Task details:
For this exercise, print the records below verbatim.

### Listed records ###

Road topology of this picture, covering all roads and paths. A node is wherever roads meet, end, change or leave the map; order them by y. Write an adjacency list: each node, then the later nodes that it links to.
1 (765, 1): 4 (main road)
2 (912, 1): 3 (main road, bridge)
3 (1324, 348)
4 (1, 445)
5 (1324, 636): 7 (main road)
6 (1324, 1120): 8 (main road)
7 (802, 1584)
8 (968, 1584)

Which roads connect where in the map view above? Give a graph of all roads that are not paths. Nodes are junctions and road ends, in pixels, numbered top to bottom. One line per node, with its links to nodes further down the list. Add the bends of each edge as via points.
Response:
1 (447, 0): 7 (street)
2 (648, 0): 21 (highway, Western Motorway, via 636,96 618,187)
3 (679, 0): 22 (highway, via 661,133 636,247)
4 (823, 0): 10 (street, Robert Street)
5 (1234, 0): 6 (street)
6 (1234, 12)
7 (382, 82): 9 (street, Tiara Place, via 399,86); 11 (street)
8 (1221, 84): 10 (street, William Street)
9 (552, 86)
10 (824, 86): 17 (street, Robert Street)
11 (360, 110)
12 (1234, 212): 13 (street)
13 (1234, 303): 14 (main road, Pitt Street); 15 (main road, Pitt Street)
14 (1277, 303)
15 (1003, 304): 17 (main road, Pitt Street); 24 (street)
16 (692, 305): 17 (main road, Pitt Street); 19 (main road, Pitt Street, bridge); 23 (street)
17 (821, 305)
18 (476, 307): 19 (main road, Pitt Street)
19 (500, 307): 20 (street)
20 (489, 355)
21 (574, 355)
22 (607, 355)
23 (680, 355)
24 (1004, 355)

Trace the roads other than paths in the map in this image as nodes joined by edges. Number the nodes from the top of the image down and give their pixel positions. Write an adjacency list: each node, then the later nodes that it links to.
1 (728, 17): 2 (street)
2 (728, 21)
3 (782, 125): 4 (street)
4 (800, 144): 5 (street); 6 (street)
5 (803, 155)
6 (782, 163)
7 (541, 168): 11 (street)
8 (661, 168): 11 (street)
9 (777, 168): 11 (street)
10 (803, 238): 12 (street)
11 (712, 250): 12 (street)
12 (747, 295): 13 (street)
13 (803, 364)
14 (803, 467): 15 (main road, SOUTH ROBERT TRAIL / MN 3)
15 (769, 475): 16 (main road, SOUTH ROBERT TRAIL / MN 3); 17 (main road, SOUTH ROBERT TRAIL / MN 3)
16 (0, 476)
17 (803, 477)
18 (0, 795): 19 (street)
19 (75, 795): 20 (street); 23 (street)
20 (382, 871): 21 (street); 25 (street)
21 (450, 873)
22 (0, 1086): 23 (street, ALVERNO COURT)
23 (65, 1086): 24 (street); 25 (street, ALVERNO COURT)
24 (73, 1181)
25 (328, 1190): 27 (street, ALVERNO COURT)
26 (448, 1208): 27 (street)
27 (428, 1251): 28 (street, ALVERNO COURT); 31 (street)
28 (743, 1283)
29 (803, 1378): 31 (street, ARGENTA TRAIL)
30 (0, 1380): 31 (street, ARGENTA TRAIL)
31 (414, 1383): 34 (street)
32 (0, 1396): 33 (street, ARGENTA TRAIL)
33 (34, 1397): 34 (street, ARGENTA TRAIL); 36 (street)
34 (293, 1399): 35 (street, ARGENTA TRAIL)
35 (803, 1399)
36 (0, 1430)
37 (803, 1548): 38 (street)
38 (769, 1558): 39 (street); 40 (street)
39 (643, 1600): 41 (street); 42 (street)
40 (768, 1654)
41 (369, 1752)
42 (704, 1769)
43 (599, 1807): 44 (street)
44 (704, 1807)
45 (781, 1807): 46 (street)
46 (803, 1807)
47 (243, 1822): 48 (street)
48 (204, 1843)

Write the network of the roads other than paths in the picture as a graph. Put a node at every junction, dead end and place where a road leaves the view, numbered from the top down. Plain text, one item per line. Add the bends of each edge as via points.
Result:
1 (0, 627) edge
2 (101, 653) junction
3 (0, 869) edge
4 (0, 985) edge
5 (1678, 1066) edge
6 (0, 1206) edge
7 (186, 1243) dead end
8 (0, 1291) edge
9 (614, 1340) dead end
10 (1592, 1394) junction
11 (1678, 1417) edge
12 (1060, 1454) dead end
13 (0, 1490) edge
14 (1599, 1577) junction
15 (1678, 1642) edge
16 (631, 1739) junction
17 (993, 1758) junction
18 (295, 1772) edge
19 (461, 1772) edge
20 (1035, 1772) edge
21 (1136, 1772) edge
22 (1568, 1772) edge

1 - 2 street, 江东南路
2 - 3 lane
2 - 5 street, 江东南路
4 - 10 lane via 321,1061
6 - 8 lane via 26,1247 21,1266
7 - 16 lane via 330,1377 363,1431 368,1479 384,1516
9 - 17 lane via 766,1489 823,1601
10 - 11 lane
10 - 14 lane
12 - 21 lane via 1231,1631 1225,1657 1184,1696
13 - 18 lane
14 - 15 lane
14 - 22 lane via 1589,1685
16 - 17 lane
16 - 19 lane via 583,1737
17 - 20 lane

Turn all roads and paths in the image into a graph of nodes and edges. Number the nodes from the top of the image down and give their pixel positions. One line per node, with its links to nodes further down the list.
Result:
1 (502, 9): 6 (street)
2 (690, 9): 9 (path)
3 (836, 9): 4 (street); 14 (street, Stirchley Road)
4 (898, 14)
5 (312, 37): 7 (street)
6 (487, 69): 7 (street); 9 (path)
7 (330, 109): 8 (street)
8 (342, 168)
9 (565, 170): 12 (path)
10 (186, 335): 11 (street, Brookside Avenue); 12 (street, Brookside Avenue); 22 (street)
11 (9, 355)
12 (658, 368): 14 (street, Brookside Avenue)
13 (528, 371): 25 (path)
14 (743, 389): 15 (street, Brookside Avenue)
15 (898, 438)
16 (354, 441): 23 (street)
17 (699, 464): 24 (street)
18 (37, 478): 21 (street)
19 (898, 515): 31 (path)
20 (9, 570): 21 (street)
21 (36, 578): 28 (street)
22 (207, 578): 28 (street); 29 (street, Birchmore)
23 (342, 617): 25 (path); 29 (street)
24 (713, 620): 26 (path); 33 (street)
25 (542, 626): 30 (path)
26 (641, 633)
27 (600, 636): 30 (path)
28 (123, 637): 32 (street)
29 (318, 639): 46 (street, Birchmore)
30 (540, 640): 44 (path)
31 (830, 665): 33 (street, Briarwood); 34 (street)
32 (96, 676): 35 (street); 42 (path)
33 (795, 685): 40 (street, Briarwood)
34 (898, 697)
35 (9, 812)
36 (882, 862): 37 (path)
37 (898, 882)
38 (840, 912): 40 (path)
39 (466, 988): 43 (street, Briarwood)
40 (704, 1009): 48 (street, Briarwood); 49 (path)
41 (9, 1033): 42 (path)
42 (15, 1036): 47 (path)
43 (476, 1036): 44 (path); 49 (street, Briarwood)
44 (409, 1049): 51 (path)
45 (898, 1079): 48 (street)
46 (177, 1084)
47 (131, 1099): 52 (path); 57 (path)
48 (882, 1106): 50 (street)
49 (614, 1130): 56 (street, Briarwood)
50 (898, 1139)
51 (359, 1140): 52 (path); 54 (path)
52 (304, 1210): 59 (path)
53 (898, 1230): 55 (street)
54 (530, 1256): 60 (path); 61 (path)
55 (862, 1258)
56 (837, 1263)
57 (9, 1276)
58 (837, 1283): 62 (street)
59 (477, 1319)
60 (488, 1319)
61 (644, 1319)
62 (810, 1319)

###

Written response:
Road topology of this picture, covering all roads and paths. A node is wherever roads meet, end, change or leave the map; order them by y. Write an adjacency list: each node, then the later nodes that it links to.
1 (765, 1): 4 (main road)
2 (912, 1): 3 (main road, bridge)
3 (1324, 348)
4 (1, 445)
5 (1324, 636): 7 (main road)
6 (1324, 1120): 8 (main road)
7 (802, 1584)
8 (968, 1584)

Which roads connect where in the map view above? Give a graph of all roads that are not paths. Nodes are junctions and road ends, in pixels, numbered top to bottom. One line per node, with its links to nodes further down the list. Add the bends of each edge as via points.
Response:
1 (447, 0): 7 (street)
2 (648, 0): 21 (highway, Western Motorway, via 636,96 618,187)
3 (679, 0): 22 (highway, via 661,133 636,247)
4 (823, 0): 10 (street, Robert Street)
5 (1234, 0): 6 (street)
6 (1234, 12)
7 (382, 82): 9 (street, Tiara Place, via 399,86); 11 (street)
8 (1221, 84): 10 (street, William Street)
9 (552, 86)
10 (824, 86): 17 (street, Robert Street)
11 (360, 110)
12 (1234, 212): 13 (street)
13 (1234, 303): 14 (main road, Pitt Street); 15 (main road, Pitt Street)
14 (1277, 303)
15 (1003, 304): 17 (main road, Pitt Street); 24 (street)
16 (692, 305): 17 (main road, Pitt Street); 19 (main road, Pitt Street, bridge); 23 (street)
17 (821, 305)
18 (476, 307): 19 (main road, Pitt Street)
19 (500, 307): 20 (street)
20 (489, 355)
21 (574, 355)
22 (607, 355)
23 (680, 355)
24 (1004, 355)

Trace the roads other than paths in the map in this image as nodes joined by edges. Number the nodes from the top of the image down and give their pixel positions. Write an adjacency list: each node, then the later nodes that it links to.
1 (728, 17): 2 (street)
2 (728, 21)
3 (782, 125): 4 (street)
4 (800, 144): 5 (street); 6 (street)
5 (803, 155)
6 (782, 163)
7 (541, 168): 11 (street)
8 (661, 168): 11 (street)
9 (777, 168): 11 (street)
10 (803, 238): 12 (street)
11 (712, 250): 12 (street)
12 (747, 295): 13 (street)
13 (803, 364)
14 (803, 467): 15 (main road, SOUTH ROBERT TRAIL / MN 3)
15 (769, 475): 16 (main road, SOUTH ROBERT TRAIL / MN 3); 17 (main road, SOUTH ROBERT TRAIL / MN 3)
16 (0, 476)
17 (803, 477)
18 (0, 795): 19 (street)
19 (75, 795): 20 (street); 23 (street)
20 (382, 871): 21 (street); 25 (street)
21 (450, 873)
22 (0, 1086): 23 (street, ALVERNO COURT)
23 (65, 1086): 24 (street); 25 (street, ALVERNO COURT)
24 (73, 1181)
25 (328, 1190): 27 (street, ALVERNO COURT)
26 (448, 1208): 27 (street)
27 (428, 1251): 28 (street, ALVERNO COURT); 31 (street)
28 (743, 1283)
29 (803, 1378): 31 (street, ARGENTA TRAIL)
30 (0, 1380): 31 (street, ARGENTA TRAIL)
31 (414, 1383): 34 (street)
32 (0, 1396): 33 (street, ARGENTA TRAIL)
33 (34, 1397): 34 (street, ARGENTA TRAIL); 36 (street)
34 (293, 1399): 35 (street, ARGENTA TRAIL)
35 (803, 1399)
36 (0, 1430)
37 (803, 1548): 38 (street)
38 (769, 1558): 39 (street); 40 (street)
39 (643, 1600): 41 (street); 42 (street)
40 (768, 1654)
41 (369, 1752)
42 (704, 1769)
43 (599, 1807): 44 (street)
44 (704, 1807)
45 (781, 1807): 46 (street)
46 (803, 1807)
47 (243, 1822): 48 (street)
48 (204, 1843)

Write the network of the roads other than paths in the picture as a graph. Put a node at every junction, dead end and place where a road leaves the view, numbered from the top down. Plain text, one item per line. Add the bends of each edge as via points.
Result:
1 (0, 627) edge
2 (101, 653) junction
3 (0, 869) edge
4 (0, 985) edge
5 (1678, 1066) edge
6 (0, 1206) edge
7 (186, 1243) dead end
8 (0, 1291) edge
9 (614, 1340) dead end
10 (1592, 1394) junction
11 (1678, 1417) edge
12 (1060, 1454) dead end
13 (0, 1490) edge
14 (1599, 1577) junction
15 (1678, 1642) edge
16 (631, 1739) junction
17 (993, 1758) junction
18 (295, 1772) edge
19 (461, 1772) edge
20 (1035, 1772) edge
21 (1136, 1772) edge
22 (1568, 1772) edge

1 - 2 street, 江东南路
2 - 3 lane
2 - 5 street, 江东南路
4 - 10 lane via 321,1061
6 - 8 lane via 26,1247 21,1266
7 - 16 lane via 330,1377 363,1431 368,1479 384,1516
9 - 17 lane via 766,1489 823,1601
10 - 11 lane
10 - 14 lane
12 - 21 lane via 1231,1631 1225,1657 1184,1696
13 - 18 lane
14 - 15 lane
14 - 22 lane via 1589,1685
16 - 17 lane
16 - 19 lane via 583,1737
17 - 20 lane

Turn all roads and paths in the image into a graph of nodes and edges. Number the nodes from the top of the image down and give their pixel positions. One line per node, with its links to nodes further down the list.
Result:
1 (502, 9): 6 (street)
2 (690, 9): 9 (path)
3 (836, 9): 4 (street); 14 (street, Stirchley Road)
4 (898, 14)
5 (312, 37): 7 (street)
6 (487, 69): 7 (street); 9 (path)
7 (330, 109): 8 (street)
8 (342, 168)
9 (565, 170): 12 (path)
10 (186, 335): 11 (street, Brookside Avenue); 12 (street, Brookside Avenue); 22 (street)
11 (9, 355)
12 (658, 368): 14 (street, Brookside Avenue)
13 (528, 371): 25 (path)
14 (743, 389): 15 (street, Brookside Avenue)
15 (898, 438)
16 (354, 441): 23 (street)
17 (699, 464): 24 (street)
18 (37, 478): 21 (street)
19 (898, 515): 31 (path)
20 (9, 570): 21 (street)
21 (36, 578): 28 (street)
22 (207, 578): 28 (street); 29 (street, Birchmore)
23 (342, 617): 25 (path); 29 (street)
24 (713, 620): 26 (path); 33 (street)
25 (542, 626): 30 (path)
26 (641, 633)
27 (600, 636): 30 (path)
28 (123, 637): 32 (street)
29 (318, 639): 46 (street, Birchmore)
30 (540, 640): 44 (path)
31 (830, 665): 33 (street, Briarwood); 34 (street)
32 (96, 676): 35 (street); 42 (path)
33 (795, 685): 40 (street, Briarwood)
34 (898, 697)
35 (9, 812)
36 (882, 862): 37 (path)
37 (898, 882)
38 (840, 912): 40 (path)
39 (466, 988): 43 (street, Briarwood)
40 (704, 1009): 48 (street, Briarwood); 49 (path)
41 (9, 1033): 42 (path)
42 (15, 1036): 47 (path)
43 (476, 1036): 44 (path); 49 (street, Briarwood)
44 (409, 1049): 51 (path)
45 (898, 1079): 48 (street)
46 (177, 1084)
47 (131, 1099): 52 (path); 57 (path)
48 (882, 1106): 50 (street)
49 (614, 1130): 56 (street, Briarwood)
50 (898, 1139)
51 (359, 1140): 52 (path); 54 (path)
52 (304, 1210): 59 (path)
53 (898, 1230): 55 (street)
54 (530, 1256): 60 (path); 61 (path)
55 (862, 1258)
56 (837, 1263)
57 (9, 1276)
58 (837, 1283): 62 (street)
59 (477, 1319)
60 (488, 1319)
61 (644, 1319)
62 (810, 1319)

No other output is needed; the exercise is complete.